Modern-day wilderness trails often shadow historic traces: the High Ridge Trail in Oregon's Table Rock Wilderness marks an ancient American Indian huckleberry-picking and trading route in the Western Cascades, while old roads from bygone farming days offer hiking access to the Leatherwood Wilderness in the Arkansas Ozarks.

Pictographs

Cultural Values

It's crucial to note that the cultural values wilderness areas hold for American Indians are not consigned to the past. There is increasing recognition that many wilderness areas and other public lands are lands stolen from Indian tribes through forced resettlement onto reservations. Many wilderness areas lie in close proximity to these reservations-for example: Washakie Wilderness near Wyoming's Wind River Reservation, or the Daniel J. Evans Wilderness near the Makah, Quillayute, Hoh, and Quinault reservations. Native peoples and tribes still derive much of their identity from wilderness regardless of geographic proximity, and many tribes are finding new ways to reforge their historical connections and their cultural use rights to these landscapes.

South Dakota's Black Elk Wilderness, for example, lies in a region that remains sacred to a number of Plains Indian cultures, the Black Hills, and is named for a revered holy man of the Oglala Lakota.
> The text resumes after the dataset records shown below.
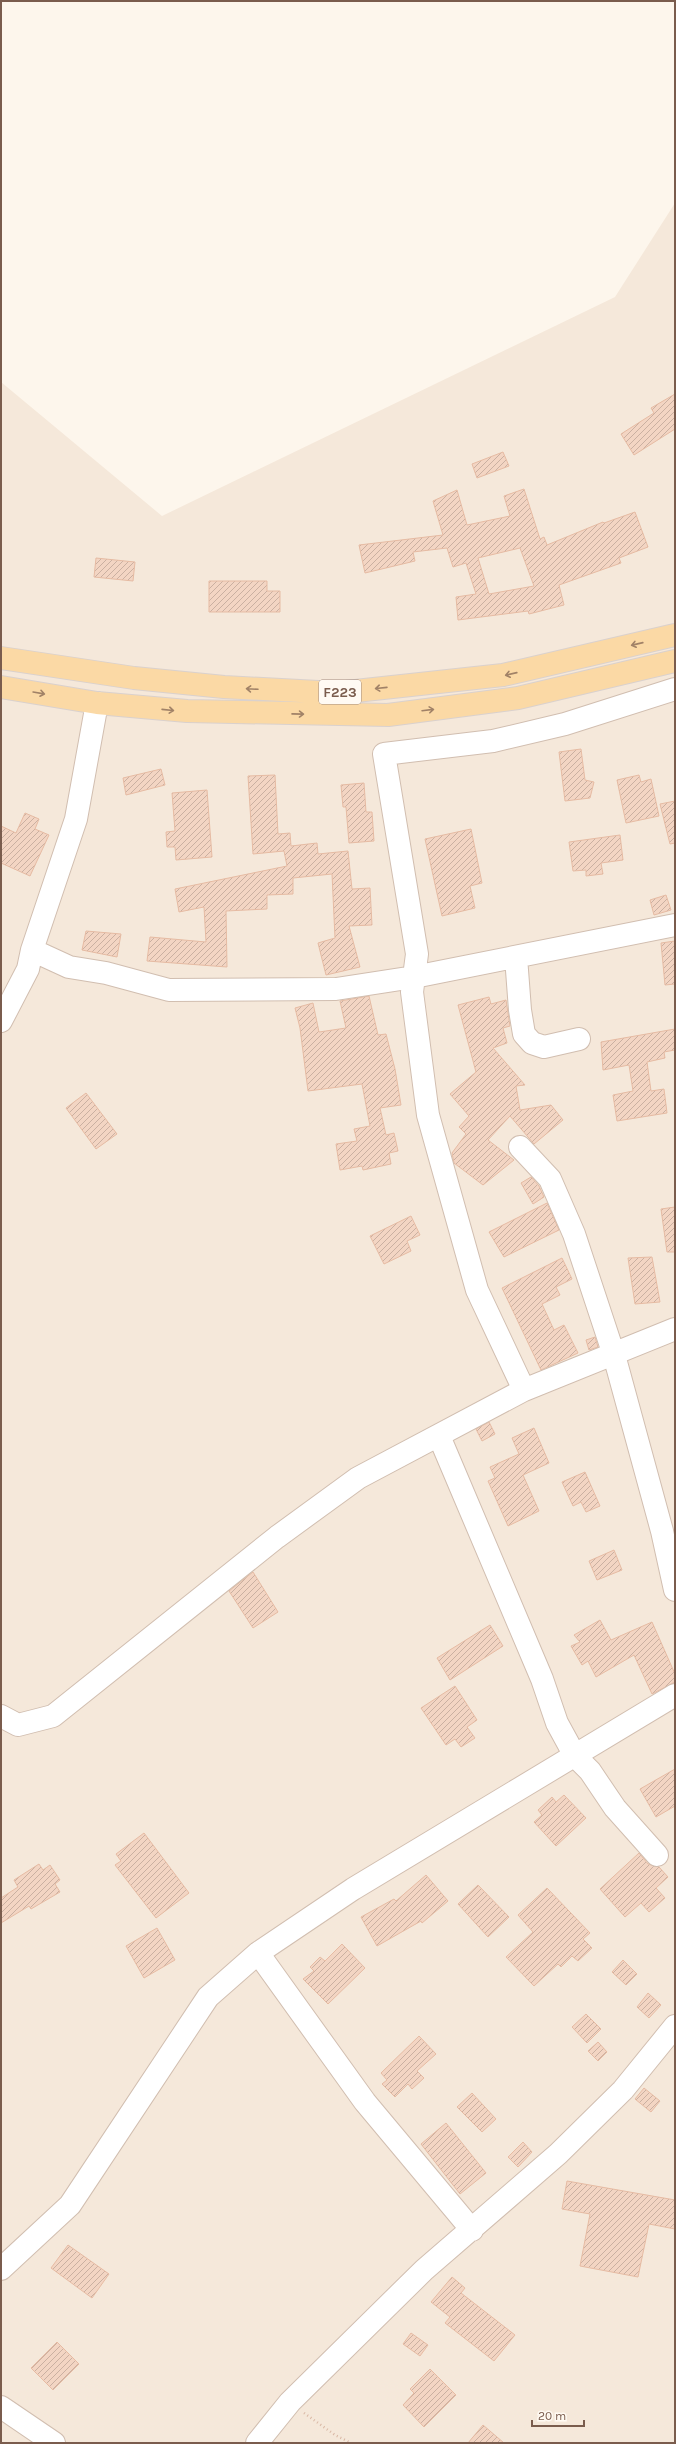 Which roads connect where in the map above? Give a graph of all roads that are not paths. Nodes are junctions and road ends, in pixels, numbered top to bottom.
1 (675, 635) edge
2 (1, 658) edge
3 (675, 661) edge
4 (1, 687) edge
5 (675, 689) edge
6 (97, 703) junction
7 (675, 925) edge
8 (516, 957) junction
9 (30, 959) junction
10 (414, 977) junction
11 (1, 992) edge
12 (1, 1021) edge
13 (579, 1040) dead end
14 (520, 1148) dead end
15 (675, 1329) edge
16 (614, 1355) junction
17 (524, 1390) junction
18 (439, 1436) junction
19 (675, 1590) edge
20 (675, 1695) edge
21 (1, 1716) edge
22 (575, 1756) junction
23 (657, 1855) dead end
24 (258, 1953) junction
25 (672, 2037) edge
26 (472, 2230) junction
27 (1, 2269) edge
28 (1, 2407) edge
29 (54, 2443) edge
30 (257, 2443) edge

In 1979, the Confederated Salish and Kootenai Tribes of the Flathead Nation designated a quarter of their land base as the Mission Mountains Tribal Wilderness--which adjoins the federally established Mission Mountains Wilderness where tribal members can gather medicinal herbs and roots and engage in religious ceremonies. The Gwich'in people, meanwhile, share an intimate relationship with the caribou that migrate and calve in Alaska's northernmost wilderness areas.

For many Americans of all backgrounds, wilderness areas continue to hold cultural resonance. Jeffrey J. Brooks and Daniel R. Williams wrote in a Forest Service report, "Similar to home, religion, career, family, or hobby we suggest that wilderness experience comprises a long-term source of identity for people who participate on a continuing basis."

Longstanding visitation can inspire cherished, even multigenerational attachment to a particular wilderness location. Friends gather for annual backpacking or hunting trips; parents introduce their young children--just old enough, maybe, to carry their own pack--to a remote lake basin deeply significant to them.